◆ **YOUR OBJECTIVE**
In your answer, give each entry again exactly as it appears.

Dataset entries
....................
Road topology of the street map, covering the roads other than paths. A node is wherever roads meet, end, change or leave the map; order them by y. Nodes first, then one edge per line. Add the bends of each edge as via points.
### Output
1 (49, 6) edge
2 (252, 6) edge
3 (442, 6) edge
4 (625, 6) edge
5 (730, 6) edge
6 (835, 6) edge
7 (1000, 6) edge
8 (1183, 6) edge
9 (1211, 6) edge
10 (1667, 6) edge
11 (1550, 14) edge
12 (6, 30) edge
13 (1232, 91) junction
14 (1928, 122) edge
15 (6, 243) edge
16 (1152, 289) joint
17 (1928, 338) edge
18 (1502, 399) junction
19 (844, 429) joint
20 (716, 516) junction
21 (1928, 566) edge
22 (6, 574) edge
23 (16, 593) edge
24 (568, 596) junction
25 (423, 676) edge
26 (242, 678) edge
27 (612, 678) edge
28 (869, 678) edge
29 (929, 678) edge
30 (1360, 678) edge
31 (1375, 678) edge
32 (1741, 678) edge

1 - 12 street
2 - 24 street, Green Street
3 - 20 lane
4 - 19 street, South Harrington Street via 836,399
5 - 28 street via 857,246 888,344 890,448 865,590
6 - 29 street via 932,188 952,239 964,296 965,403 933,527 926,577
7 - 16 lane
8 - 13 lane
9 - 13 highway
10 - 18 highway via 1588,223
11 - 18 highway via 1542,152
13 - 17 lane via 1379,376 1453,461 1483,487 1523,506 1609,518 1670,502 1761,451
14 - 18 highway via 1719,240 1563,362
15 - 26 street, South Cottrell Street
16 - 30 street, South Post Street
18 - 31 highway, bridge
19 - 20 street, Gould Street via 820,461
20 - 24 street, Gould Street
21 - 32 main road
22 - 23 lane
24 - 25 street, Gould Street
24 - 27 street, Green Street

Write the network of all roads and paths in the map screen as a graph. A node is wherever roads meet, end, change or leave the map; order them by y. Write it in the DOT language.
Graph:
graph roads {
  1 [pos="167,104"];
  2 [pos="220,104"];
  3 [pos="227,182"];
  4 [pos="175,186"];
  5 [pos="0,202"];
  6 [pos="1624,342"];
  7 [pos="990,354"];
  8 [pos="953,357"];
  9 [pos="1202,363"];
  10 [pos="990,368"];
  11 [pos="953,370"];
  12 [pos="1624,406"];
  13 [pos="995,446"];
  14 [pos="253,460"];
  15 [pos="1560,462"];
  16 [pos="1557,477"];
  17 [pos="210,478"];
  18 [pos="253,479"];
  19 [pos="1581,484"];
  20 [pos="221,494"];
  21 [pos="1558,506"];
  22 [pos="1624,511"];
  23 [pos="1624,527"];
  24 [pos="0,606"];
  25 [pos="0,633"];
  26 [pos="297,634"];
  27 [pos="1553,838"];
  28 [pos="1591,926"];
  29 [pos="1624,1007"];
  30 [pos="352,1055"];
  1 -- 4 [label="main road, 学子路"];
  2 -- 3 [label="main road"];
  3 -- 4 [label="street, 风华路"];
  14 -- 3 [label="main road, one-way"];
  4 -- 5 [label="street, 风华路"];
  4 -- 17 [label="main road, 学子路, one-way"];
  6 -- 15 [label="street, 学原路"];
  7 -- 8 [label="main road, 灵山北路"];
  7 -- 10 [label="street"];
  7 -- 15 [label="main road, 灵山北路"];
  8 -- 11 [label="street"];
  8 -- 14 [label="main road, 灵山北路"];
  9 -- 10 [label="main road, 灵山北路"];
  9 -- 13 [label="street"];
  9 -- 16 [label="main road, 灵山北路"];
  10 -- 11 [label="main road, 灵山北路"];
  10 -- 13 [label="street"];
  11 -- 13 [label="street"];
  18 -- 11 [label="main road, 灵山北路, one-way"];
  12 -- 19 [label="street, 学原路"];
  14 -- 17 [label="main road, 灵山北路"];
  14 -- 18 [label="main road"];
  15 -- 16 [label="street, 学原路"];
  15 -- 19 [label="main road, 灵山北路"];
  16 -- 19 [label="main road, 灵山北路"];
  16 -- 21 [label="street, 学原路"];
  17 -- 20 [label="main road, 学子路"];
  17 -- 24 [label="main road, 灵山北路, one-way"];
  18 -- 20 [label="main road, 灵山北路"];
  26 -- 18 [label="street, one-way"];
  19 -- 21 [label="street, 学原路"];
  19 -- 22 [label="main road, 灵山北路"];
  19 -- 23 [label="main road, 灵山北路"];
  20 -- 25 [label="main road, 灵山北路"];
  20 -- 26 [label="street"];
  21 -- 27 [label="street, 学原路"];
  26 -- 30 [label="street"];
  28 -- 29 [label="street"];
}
....................
◆ **TASK ANSWER**
Road topology of the street map, covering the roads other than paths. A node is wherever roads meet, end, change or leave the map; order them by y. Nodes first, then one edge per line. Add the bends of each edge as via points.
### Output
1 (49, 6) edge
2 (252, 6) edge
3 (442, 6) edge
4 (625, 6) edge
5 (730, 6) edge
6 (835, 6) edge
7 (1000, 6) edge
8 (1183, 6) edge
9 (1211, 6) edge
10 (1667, 6) edge
11 (1550, 14) edge
12 (6, 30) edge
13 (1232, 91) junction
14 (1928, 122) edge
15 (6, 243) edge
16 (1152, 289) joint
17 (1928, 338) edge
18 (1502, 399) junction
19 (844, 429) joint
20 (716, 516) junction
21 (1928, 566) edge
22 (6, 574) edge
23 (16, 593) edge
24 (568, 596) junction
25 (423, 676) edge
26 (242, 678) edge
27 (612, 678) edge
28 (869, 678) edge
29 (929, 678) edge
30 (1360, 678) edge
31 (1375, 678) edge
32 (1741, 678) edge

1 - 12 street
2 - 24 street, Green Street
3 - 20 lane
4 - 19 street, South Harrington Street via 836,399
5 - 28 street via 857,246 888,344 890,448 865,590
6 - 29 street via 932,188 952,239 964,296 965,403 933,527 926,577
7 - 16 lane
8 - 13 lane
9 - 13 highway
10 - 18 highway via 1588,223
11 - 18 highway via 1542,152
13 - 17 lane via 1379,376 1453,461 1483,487 1523,506 1609,518 1670,502 1761,451
14 - 18 highway via 1719,240 1563,362
15 - 26 street, South Cottrell Street
16 - 30 street, South Post Street
18 - 31 highway, bridge
19 - 20 street, Gould Street via 820,461
20 - 24 street, Gould Street
21 - 32 main road
22 - 23 lane
24 - 25 street, Gould Street
24 - 27 street, Green Street

Write the network of all roads and paths in the map screen as a graph. A node is wherever roads meet, end, change or leave the map; order them by y. Write it in the DOT language.
Graph:
graph roads {
  1 [pos="167,104"];
  2 [pos="220,104"];
  3 [pos="227,182"];
  4 [pos="175,186"];
  5 [pos="0,202"];
  6 [pos="1624,342"];
  7 [pos="990,354"];
  8 [pos="953,357"];
  9 [pos="1202,363"];
  10 [pos="990,368"];
  11 [pos="953,370"];
  12 [pos="1624,406"];
  13 [pos="995,446"];
  14 [pos="253,460"];
  15 [pos="1560,462"];
  16 [pos="1557,477"];
  17 [pos="210,478"];
  18 [pos="253,479"];
  19 [pos="1581,484"];
  20 [pos="221,494"];
  21 [pos="1558,506"];
  22 [pos="1624,511"];
  23 [pos="1624,527"];
  24 [pos="0,606"];
  25 [pos="0,633"];
  26 [pos="297,634"];
  27 [pos="1553,838"];
  28 [pos="1591,926"];
  29 [pos="1624,1007"];
  30 [pos="352,1055"];
  1 -- 4 [label="main road, 学子路"];
  2 -- 3 [label="main road"];
  3 -- 4 [label="street, 风华路"];
  14 -- 3 [label="main road, one-way"];
  4 -- 5 [label="street, 风华路"];
  4 -- 17 [label="main road, 学子路, one-way"];
  6 -- 15 [label="street, 学原路"];
  7 -- 8 [label="main road, 灵山北路"];
  7 -- 10 [label="street"];
  7 -- 15 [label="main road, 灵山北路"];
  8 -- 11 [label="street"];
  8 -- 14 [label="main road, 灵山北路"];
  9 -- 10 [label="main road, 灵山北路"];
  9 -- 13 [label="street"];
  9 -- 16 [label="main road, 灵山北路"];
  10 -- 11 [label="main road, 灵山北路"];
  10 -- 13 [label="street"];
  11 -- 13 [label="street"];
  18 -- 11 [label="main road, 灵山北路, one-way"];
  12 -- 19 [label="street, 学原路"];
  14 -- 17 [label="main road, 灵山北路"];
  14 -- 18 [label="main road"];
  15 -- 16 [label="street, 学原路"];
  15 -- 19 [label="main road, 灵山北路"];
  16 -- 19 [label="main road, 灵山北路"];
  16 -- 21 [label="street, 学原路"];
  17 -- 20 [label="main road, 学子路"];
  17 -- 24 [label="main road, 灵山北路, one-way"];
  18 -- 20 [label="main road, 灵山北路"];
  26 -- 18 [label="street, one-way"];
  19 -- 21 [label="street, 学原路"];
  19 -- 22 [label="main road, 灵山北路"];
  19 -- 23 [label="main road, 灵山北路"];
  20 -- 25 [label="main road, 灵山北路"];
  20 -- 26 [label="street"];
  21 -- 27 [label="street, 学原路"];
  26 -- 30 [label="street"];
  28 -- 29 [label="street"];
}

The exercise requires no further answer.